• **What is needed**: Number of lines below with "them": work it out and reply with that number only.
******************************
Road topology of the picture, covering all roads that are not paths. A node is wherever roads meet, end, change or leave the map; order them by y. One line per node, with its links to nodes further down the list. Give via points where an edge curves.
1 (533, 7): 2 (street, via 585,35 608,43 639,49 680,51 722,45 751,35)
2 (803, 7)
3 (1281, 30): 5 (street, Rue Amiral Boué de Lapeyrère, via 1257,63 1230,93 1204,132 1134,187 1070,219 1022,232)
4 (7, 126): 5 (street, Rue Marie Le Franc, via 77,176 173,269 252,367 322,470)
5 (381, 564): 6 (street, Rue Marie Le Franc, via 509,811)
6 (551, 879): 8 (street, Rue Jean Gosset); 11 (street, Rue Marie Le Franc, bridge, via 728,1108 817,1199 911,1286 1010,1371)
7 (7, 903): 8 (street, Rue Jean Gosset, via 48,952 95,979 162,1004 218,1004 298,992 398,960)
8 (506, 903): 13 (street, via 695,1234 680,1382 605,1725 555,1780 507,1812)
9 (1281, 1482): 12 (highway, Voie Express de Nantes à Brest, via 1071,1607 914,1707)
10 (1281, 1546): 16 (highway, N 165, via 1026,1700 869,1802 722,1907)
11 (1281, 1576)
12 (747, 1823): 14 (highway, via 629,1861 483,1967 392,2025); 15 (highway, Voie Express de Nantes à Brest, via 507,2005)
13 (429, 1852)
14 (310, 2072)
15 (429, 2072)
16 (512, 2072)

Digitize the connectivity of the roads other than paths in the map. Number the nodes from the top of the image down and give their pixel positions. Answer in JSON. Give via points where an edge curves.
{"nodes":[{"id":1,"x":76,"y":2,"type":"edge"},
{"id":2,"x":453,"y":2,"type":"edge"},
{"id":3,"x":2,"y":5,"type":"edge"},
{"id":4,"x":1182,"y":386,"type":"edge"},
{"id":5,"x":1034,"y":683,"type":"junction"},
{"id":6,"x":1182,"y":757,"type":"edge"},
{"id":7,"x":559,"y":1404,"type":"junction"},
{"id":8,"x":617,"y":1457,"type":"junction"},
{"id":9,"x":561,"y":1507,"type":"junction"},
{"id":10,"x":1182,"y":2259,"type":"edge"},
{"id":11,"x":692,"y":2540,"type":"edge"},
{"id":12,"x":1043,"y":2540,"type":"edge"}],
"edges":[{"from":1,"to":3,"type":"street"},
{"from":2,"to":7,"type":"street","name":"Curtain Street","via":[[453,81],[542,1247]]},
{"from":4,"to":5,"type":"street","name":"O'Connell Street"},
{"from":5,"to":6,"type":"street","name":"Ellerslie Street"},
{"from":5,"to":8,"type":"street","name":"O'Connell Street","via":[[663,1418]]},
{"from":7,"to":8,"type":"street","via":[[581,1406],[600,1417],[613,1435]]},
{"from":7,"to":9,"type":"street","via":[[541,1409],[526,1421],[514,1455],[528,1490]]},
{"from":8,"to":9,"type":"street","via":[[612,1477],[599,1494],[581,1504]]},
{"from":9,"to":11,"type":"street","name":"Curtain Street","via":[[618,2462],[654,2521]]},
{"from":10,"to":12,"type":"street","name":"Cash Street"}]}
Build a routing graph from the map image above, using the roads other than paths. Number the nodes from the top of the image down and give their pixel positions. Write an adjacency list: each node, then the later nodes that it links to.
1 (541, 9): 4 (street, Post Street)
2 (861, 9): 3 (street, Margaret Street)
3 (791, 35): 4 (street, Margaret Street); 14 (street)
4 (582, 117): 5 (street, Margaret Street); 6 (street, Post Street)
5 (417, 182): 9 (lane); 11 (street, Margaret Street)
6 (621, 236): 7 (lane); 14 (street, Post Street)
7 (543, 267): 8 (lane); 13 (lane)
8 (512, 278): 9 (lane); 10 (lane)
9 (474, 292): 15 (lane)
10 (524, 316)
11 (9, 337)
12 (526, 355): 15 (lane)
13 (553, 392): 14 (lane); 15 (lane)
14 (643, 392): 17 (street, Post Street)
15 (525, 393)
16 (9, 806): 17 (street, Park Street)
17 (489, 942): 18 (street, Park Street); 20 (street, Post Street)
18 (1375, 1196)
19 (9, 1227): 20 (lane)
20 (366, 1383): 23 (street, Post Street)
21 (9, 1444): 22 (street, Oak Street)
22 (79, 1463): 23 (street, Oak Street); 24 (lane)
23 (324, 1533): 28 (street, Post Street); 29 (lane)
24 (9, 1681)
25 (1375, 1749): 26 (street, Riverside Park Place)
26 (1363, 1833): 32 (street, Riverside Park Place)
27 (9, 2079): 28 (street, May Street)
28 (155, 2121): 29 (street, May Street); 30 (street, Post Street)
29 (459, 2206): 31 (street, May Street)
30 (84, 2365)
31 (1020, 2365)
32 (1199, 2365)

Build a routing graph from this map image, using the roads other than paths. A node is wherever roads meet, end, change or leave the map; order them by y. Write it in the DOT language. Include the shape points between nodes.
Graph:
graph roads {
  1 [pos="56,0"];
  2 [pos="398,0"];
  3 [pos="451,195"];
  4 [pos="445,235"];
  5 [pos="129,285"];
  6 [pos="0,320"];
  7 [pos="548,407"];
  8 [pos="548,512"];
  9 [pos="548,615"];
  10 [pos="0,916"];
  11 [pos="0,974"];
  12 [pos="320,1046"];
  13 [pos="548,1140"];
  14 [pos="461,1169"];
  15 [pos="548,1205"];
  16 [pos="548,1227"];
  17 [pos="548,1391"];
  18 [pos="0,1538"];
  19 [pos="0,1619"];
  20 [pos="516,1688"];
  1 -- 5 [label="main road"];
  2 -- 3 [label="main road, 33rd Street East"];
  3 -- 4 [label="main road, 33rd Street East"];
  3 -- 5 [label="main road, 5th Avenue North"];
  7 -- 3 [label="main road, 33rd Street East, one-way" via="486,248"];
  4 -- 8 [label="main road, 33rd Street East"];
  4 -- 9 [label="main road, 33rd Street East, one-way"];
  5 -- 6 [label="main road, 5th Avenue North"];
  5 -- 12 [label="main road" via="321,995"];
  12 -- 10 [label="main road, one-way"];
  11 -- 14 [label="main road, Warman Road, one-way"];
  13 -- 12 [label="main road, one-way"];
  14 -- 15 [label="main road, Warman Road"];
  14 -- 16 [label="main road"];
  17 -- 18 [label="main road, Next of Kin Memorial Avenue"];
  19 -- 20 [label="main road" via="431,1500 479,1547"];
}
******************************
• **Task solution**: 2